Production of β-amyloid by primary human foetal mixed brain cell cultures and its modulation by exogenous soluble β-amyloid

Abstract

Previous studies on β-amyloid production have been carried out using transfected cells and cell lines. We measured the 40 and 42 amino acid forms of β-amyloid released into the culture medium by primary human foetal mixed brain cell aggregate culture over 3 months. In this model, neurones and supporting cells are maintained in serum-free defined medium. The secretion of significant amounts of β-amyloid 40 and 42 was observed throughout culture for three separate cultures. Levels of β-amyloid 40 and 42 closely followed the neuronal content of the cultures as estimated by cellular neurone-specific enolase.
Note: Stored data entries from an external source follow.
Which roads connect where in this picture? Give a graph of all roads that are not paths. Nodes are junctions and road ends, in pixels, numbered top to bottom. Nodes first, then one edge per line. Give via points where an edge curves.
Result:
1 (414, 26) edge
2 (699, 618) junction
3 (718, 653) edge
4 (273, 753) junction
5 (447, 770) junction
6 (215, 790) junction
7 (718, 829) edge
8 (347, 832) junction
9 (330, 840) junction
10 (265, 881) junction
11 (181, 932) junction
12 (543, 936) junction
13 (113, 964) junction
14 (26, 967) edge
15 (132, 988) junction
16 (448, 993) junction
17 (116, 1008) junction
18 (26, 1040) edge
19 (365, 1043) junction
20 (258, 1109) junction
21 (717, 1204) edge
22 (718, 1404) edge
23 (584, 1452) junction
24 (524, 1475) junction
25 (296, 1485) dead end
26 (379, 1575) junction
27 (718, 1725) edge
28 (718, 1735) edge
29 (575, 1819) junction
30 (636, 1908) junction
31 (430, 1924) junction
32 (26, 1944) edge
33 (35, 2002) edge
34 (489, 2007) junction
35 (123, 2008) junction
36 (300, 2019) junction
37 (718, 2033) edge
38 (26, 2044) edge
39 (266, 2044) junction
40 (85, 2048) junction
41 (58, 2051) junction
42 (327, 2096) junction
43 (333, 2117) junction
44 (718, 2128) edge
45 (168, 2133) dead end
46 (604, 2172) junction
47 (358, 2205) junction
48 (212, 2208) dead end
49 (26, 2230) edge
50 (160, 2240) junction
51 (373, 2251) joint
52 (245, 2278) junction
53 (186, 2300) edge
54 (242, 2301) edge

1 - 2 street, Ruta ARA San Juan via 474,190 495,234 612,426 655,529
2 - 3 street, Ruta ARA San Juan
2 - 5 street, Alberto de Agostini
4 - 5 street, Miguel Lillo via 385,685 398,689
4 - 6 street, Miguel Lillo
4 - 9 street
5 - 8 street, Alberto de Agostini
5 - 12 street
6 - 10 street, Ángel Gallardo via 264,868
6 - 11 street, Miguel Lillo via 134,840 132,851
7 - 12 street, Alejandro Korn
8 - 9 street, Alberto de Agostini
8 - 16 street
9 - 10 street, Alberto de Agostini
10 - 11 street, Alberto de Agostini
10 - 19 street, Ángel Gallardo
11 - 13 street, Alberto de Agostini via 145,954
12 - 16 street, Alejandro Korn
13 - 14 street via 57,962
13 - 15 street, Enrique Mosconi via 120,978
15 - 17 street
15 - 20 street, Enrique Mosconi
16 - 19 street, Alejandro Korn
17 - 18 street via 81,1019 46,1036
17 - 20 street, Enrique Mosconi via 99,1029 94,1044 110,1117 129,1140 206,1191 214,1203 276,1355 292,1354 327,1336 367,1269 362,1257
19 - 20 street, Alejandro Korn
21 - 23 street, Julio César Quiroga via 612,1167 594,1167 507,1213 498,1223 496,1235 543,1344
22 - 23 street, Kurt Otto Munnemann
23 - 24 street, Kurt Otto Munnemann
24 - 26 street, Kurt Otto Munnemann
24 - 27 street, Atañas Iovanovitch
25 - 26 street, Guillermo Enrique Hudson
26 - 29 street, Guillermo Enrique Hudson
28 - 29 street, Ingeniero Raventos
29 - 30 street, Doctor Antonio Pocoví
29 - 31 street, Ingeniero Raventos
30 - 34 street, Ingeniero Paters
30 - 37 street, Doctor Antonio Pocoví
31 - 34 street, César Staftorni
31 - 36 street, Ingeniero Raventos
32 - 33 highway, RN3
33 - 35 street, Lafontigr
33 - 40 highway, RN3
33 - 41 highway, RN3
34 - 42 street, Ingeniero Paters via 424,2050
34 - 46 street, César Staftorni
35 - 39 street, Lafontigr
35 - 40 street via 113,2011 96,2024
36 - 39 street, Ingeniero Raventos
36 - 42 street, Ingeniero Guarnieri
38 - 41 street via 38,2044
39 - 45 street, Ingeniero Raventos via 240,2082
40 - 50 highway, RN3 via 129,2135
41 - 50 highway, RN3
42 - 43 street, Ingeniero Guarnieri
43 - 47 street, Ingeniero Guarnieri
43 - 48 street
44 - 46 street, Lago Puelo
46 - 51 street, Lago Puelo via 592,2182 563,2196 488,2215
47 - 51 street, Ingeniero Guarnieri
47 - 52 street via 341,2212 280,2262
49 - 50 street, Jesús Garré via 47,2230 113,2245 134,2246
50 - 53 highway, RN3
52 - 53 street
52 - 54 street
Addition of synthetic β-amyloid 1-40 to the cultures for 1 week at 35 days in vitro resulted in a dose-related reduction in cellular neurone-specific enolase levels. Primary human aggregate brain cell cultures produced multimeric β-amyloid, as determined by immunoassay. β-Amyloid-treated cultures released diminishing amounts of multimeric β-amyloid and contained increasing amounts of intracellular multimeric β-amyloid with increasing exogenous β-amyloid. These results suggest that release of multimeric β-amyloid into the extracellular environment by human primary neurones can be affected by the presence of extracellular β-amyloid. This has implications for Alzheimer’s disease in that β-amyloid released into the extracellular environment by dead/dying neurones could modulate β-amyloid release by surrounding neurones, potentially causing amplification of toxicity. Moreover, intracellular β-amyloid oligomer-dependent neurotoxicity may be a component of neurodegeneration in Alzheimer’s disease, and other conditions with increased β-amyloid synthesis, suggesting anti-amyloid therapies for Alzheimer’s disease may have to target intracellular β-amyloid.